As we got ready to take a photograph of Suryaprakash in his room, he turned his back on us. “I am concerned about my safety,” he said.
Students and teachers at JNU told Newslaundry that the mob’s motivation to perpetrate terror could be traced to the events of the previous day. The university had scheduled its registration process for the winter semester between January 1 and January 5 this year. Students protesting against the recent fee hikes had shut down the WiFi in the university on Saturday, January 4. The Akhil Bharatiya Vidyarthi Parishad, a student outfit of the Rashtriya Swayamsevak Sangh, tried to restore the WiFi when a scuffle broke out between the two groups.
Videos of the scuffle obtained by Newslaundry purportedly show ABVP students carrying sticks and rods and attacking other students outside the Communication and Information Services office on January 4.
The JNUSU had made similar allegations against the ABVP, as reported by The Times of India on January 5.
‘SAY BHARAT MATA KI JAI’
At 9 pm, the Nelson Mandela Marg outside JNU’s main gate was in complete darkness. The street lights were off and some 50 people were sloganeering ‘Vampanti murdabad‘ and ‘Desh ke gaddaro ko goli maaro salo ko‘. The sloganeering was aimed at students on the other side of the main gate, now closed, and the professors who stood in solidarity with them.
The mob was chaotic, often abusive. When Yogendra Yadav, head of Swaraj India and a former JNU student, tried entering the university, he was called a terrorist and asked to move back. He was escorted away by the Delhi police.
“I am trying to talk to students in a peaceful manner,” Yadav told the media. “The students and professors are stranded on the other side of the gate. These ABVP goons attacked me and tried pushing me. Rather than stopping the students or controlling them, police dragged me outside.”
Reporters at the site were also heckled and assaulted. An India Today reporter, while accusing the Delhi police of inaction in his on-air report, was thrashed and chased away by a mob that accused him of being a “naxalwadi” and “deshdrohi”. As one of us ran behind the chasing mob, we were shoved and asked our identities. “Say Bharat Mata ki jai,” we were told.
Later, another Newslaundry reporter was intimidated by these men, who asked us to remember the website’s past reports on Kanhaiya Kumar.
“I was doing my job,” the India Today reporter later told Newslaundry. “They began assaulting me and I tried to run. They chased me and beat me up. Our channel has been heckled in the past by JNU and Jamia students but we were never attacked.”
Between 9 and 10 pm, bursts of violence broke out outside the JNU main gate between right-wing elements and JNU students. The latter were easily overpowered.
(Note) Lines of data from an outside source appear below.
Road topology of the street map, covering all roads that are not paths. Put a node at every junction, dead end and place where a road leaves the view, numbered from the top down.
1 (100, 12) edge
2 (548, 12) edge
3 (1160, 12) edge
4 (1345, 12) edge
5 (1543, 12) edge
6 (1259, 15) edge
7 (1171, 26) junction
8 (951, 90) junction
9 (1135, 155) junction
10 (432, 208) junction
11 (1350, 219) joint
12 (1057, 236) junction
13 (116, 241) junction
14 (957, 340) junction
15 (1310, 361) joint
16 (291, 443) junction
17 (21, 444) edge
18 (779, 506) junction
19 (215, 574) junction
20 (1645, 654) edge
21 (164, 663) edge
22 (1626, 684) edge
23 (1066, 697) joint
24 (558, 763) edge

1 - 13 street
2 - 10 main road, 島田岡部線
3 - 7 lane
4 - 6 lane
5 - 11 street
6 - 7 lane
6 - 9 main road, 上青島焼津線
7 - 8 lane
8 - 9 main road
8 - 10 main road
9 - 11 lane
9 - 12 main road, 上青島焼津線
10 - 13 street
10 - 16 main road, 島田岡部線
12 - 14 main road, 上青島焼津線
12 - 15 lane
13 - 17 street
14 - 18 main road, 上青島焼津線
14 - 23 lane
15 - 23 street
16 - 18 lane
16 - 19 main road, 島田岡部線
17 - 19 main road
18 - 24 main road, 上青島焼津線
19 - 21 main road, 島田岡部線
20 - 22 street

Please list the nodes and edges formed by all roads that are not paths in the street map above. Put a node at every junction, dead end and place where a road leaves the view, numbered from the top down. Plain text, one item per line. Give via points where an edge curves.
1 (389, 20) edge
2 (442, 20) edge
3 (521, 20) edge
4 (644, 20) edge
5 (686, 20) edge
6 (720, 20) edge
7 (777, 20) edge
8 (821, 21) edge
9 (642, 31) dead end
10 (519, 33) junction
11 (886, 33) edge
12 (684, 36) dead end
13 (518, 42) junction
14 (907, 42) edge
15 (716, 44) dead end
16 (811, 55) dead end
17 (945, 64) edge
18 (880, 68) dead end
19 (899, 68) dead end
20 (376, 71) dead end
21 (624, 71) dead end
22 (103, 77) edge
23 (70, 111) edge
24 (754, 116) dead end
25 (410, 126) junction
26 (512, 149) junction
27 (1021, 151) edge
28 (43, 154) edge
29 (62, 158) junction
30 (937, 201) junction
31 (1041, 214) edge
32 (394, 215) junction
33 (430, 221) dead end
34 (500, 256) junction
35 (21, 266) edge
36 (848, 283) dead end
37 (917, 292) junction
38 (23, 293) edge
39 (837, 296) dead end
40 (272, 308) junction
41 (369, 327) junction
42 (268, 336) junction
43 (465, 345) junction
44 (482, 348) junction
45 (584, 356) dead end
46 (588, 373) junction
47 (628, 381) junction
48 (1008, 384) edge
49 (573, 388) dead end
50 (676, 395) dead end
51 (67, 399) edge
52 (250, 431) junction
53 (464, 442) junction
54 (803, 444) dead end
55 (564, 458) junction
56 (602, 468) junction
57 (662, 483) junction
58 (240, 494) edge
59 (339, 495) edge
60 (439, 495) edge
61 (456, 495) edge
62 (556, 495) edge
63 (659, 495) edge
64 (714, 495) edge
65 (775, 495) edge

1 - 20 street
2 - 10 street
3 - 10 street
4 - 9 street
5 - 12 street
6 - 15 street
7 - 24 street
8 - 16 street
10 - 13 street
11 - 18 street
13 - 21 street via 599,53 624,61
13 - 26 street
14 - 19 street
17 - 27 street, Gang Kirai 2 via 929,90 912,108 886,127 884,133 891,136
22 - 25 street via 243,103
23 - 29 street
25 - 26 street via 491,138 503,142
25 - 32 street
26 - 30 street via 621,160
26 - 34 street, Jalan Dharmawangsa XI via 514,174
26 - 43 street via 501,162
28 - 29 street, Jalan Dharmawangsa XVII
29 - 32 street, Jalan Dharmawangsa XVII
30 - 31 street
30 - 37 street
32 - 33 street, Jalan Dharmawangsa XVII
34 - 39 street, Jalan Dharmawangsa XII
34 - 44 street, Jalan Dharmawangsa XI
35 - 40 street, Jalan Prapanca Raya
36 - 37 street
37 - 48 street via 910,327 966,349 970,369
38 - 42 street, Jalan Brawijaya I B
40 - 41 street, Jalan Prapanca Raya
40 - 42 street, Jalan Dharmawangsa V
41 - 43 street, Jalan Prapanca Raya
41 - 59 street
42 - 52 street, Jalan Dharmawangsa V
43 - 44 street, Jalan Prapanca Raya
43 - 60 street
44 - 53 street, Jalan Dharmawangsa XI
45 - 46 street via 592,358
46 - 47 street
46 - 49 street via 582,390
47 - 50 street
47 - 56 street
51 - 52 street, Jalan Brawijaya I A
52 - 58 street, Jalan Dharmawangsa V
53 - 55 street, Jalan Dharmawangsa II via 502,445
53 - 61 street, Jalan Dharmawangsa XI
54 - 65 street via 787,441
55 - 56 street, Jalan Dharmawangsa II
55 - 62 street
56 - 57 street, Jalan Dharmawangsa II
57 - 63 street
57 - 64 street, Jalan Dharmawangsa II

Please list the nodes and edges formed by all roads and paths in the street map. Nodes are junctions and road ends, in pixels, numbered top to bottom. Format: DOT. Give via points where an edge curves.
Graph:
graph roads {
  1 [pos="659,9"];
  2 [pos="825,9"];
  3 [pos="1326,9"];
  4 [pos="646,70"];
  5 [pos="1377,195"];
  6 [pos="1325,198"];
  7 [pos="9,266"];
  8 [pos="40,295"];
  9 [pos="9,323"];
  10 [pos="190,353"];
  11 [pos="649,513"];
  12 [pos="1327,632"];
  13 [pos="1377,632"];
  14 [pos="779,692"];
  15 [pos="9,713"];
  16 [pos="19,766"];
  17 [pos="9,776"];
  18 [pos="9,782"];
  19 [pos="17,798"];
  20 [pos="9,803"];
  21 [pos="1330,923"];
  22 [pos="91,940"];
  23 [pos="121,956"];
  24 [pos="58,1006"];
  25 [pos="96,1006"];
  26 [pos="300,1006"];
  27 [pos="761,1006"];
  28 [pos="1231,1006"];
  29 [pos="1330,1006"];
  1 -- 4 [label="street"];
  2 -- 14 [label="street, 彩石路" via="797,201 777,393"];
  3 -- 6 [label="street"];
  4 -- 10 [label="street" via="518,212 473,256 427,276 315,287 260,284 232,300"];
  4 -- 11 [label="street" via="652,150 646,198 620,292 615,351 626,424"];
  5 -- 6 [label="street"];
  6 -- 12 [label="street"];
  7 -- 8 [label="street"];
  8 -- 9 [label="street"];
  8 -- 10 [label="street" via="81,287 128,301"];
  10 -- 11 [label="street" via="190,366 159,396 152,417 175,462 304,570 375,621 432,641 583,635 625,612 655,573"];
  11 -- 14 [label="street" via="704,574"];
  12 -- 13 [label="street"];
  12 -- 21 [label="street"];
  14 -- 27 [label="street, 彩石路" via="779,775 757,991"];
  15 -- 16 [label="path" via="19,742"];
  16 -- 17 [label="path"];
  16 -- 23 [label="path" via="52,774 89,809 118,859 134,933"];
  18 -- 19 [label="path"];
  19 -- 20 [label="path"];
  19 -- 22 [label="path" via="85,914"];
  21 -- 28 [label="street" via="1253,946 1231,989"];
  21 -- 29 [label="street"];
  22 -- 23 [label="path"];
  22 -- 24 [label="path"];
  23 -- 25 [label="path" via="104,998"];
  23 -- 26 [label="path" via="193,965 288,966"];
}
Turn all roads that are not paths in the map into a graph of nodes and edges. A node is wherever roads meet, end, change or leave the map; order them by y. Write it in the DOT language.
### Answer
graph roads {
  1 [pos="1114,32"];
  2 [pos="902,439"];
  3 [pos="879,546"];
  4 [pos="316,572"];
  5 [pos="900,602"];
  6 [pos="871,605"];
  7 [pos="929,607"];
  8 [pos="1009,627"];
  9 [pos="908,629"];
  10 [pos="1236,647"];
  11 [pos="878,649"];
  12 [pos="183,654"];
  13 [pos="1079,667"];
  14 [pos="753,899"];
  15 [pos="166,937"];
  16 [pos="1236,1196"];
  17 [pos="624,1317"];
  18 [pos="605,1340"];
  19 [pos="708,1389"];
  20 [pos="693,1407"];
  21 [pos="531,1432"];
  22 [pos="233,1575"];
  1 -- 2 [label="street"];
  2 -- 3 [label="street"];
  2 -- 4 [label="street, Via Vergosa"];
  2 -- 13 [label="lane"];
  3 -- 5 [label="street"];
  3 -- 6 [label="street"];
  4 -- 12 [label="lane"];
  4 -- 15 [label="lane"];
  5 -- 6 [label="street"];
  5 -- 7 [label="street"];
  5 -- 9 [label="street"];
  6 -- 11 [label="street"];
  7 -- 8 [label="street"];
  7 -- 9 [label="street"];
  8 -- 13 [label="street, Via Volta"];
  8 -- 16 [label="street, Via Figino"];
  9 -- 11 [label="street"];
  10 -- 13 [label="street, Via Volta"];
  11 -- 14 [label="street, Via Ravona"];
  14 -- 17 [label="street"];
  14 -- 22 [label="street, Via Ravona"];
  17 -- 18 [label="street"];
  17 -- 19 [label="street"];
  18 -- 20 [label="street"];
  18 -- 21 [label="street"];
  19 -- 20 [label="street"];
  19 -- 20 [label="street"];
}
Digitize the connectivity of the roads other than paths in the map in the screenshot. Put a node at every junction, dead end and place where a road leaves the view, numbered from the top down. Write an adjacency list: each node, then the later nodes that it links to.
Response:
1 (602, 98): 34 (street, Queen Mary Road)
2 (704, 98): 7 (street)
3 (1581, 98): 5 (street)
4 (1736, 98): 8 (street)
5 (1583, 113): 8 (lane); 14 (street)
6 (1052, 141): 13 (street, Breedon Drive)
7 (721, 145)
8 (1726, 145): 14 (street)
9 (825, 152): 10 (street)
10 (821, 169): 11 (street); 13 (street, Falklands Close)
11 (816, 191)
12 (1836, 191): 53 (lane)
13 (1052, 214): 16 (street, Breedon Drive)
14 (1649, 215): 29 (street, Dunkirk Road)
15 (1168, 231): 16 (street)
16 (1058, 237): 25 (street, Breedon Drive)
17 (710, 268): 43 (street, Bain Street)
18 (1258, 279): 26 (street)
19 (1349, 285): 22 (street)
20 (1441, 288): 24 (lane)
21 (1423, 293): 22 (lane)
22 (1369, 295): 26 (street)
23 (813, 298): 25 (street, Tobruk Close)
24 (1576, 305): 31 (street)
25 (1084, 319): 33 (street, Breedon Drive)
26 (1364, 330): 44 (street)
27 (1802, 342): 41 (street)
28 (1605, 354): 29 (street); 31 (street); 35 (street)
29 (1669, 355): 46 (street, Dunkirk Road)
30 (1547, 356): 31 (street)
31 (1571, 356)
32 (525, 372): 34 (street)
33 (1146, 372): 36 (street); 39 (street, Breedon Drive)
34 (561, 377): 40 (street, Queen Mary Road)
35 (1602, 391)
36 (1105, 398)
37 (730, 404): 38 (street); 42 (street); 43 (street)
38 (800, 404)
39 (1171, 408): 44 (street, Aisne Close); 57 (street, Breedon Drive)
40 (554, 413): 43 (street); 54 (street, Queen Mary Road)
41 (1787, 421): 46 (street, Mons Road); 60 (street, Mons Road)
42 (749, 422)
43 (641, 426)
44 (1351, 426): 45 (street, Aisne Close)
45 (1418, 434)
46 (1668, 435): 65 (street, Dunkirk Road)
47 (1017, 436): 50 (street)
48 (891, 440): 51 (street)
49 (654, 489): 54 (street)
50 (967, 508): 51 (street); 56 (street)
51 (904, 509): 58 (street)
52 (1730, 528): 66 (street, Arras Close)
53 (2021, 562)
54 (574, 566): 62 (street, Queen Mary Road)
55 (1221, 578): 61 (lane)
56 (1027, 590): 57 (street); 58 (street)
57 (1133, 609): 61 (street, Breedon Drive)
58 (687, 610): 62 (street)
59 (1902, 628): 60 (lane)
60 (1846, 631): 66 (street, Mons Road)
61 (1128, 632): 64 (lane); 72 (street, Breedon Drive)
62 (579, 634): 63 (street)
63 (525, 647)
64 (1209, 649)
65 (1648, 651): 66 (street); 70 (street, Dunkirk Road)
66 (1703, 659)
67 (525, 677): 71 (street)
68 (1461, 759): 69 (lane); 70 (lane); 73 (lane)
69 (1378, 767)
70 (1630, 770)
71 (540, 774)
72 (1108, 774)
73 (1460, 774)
When some female students confronted the rowdy men, they complained to the police: “Look, these women are trying to beat us. You know what will happen when we decide to reciprocate, right?”
The police stood quietly in a state of zen, observing the ruckus. “Delhi Police zindabad,” the mob chanted.
The Delhi Police declined to comment on the situation despite repeated requests by Newslaundry. “Everything is normal,” the Special Commissioner of Police told us.
The only way to get inside the campus was through the Saraswatipuram gate 100 metres away from the main gate of JNU. When our reporters reached the site, the students had gathered outside as they felt safer outside with their friends than inside the hostels. The Sabarmati hostel had broken glass piled at every corner, reminders of the horror that took place a few hours ago.
The mob had entered both the boys’ and girls’ wings in Sabarmati. One fact that didn’t go unnoticed is they selectively targeted a few rooms and left others unharmed.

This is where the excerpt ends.